This is the fourth week

A short poem on my struggle for a place of meager comfort.

Today, I went there.

We walked with slow yet calculated steps, my skin was slowly easing out, like butter on a very sunny day.

This wasn't my first or fifth attempt, and I was completely drained. The only motivation I have is the fear of not sleeping outside or having to stay with someone who would not appreciate my presence. The man, we were going to see, is a highly respected man, and as with most respected men, he had something we were interested in.

 

I found something very interesting about him though, it's his manner, his character, and attitude. 

I had expected him to be highly dismissive and not pick calls from people who do not look like they can help him, or people that wanted a favor from him but he doesn't know them on a very personal level. But he surprised me, by picking my calls and my friend's calls, and many others seeking the same favor.

 

He surprised me, by gently inviting us into his office. He spoke in a cool tone. Though he was lying most of the time, it was a burst of freshness and it was thought-provoking.

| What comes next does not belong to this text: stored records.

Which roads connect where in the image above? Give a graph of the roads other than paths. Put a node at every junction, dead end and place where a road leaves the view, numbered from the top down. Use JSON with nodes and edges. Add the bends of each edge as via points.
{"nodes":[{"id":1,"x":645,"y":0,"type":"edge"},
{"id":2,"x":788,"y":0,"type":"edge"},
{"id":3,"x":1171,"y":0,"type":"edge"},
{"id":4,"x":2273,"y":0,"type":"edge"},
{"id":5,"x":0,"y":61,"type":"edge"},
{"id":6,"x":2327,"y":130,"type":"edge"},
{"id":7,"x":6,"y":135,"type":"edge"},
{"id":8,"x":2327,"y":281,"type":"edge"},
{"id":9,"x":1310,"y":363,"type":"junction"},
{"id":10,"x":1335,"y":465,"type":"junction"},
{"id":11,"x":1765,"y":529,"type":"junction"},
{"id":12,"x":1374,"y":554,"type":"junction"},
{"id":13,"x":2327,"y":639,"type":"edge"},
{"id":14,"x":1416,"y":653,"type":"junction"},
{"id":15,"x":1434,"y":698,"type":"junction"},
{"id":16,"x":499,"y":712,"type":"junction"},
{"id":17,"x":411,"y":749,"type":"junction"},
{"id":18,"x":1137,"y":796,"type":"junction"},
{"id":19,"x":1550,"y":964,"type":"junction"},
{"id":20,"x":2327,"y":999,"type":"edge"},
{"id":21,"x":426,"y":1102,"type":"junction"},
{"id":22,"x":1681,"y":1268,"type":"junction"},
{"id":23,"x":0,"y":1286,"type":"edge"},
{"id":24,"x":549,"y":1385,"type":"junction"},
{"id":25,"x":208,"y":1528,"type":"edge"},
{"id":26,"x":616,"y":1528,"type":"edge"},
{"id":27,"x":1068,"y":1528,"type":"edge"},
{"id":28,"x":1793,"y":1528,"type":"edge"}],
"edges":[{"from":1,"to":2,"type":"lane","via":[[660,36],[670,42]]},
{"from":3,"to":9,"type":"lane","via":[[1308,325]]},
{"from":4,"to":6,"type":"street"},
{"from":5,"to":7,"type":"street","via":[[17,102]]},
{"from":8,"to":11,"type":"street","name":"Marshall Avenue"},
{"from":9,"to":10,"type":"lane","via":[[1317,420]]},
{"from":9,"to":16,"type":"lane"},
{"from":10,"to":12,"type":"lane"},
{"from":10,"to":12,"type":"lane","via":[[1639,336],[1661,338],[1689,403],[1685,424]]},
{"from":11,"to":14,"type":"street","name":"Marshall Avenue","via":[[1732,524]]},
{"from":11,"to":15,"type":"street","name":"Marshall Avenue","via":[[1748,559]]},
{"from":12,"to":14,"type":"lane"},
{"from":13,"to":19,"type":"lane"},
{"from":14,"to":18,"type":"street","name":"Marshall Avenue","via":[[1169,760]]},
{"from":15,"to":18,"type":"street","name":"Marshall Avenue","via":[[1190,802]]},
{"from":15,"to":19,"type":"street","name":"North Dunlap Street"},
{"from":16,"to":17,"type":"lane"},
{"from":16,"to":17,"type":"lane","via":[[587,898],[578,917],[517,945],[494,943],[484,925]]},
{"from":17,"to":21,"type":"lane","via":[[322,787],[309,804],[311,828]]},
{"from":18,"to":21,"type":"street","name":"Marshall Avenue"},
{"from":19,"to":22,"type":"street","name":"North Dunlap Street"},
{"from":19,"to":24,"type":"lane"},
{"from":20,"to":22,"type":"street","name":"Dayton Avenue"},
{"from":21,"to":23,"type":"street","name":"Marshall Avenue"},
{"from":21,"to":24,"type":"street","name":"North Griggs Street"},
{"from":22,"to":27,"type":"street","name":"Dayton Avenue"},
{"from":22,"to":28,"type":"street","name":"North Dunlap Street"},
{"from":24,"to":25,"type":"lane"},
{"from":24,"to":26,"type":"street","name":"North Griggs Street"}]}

1. So you mean, people in certain positions can pick every call and can also see all kinds and manner of people? 

2. So they can talk to people in a cool tone and reserved manner?

 

Though it saddened me, upon discovering that he had lied again, I appreciated his openness. I appreciated the fact that he was saying something very deep (about being in authority or position)  and he did not even open his mouth.

This is the fourth week. He keeps lying, and some days we will play it off. Some days, we get livid. But never we won't give up, we won't never.

We won't, because we can't and because giving up is not an option.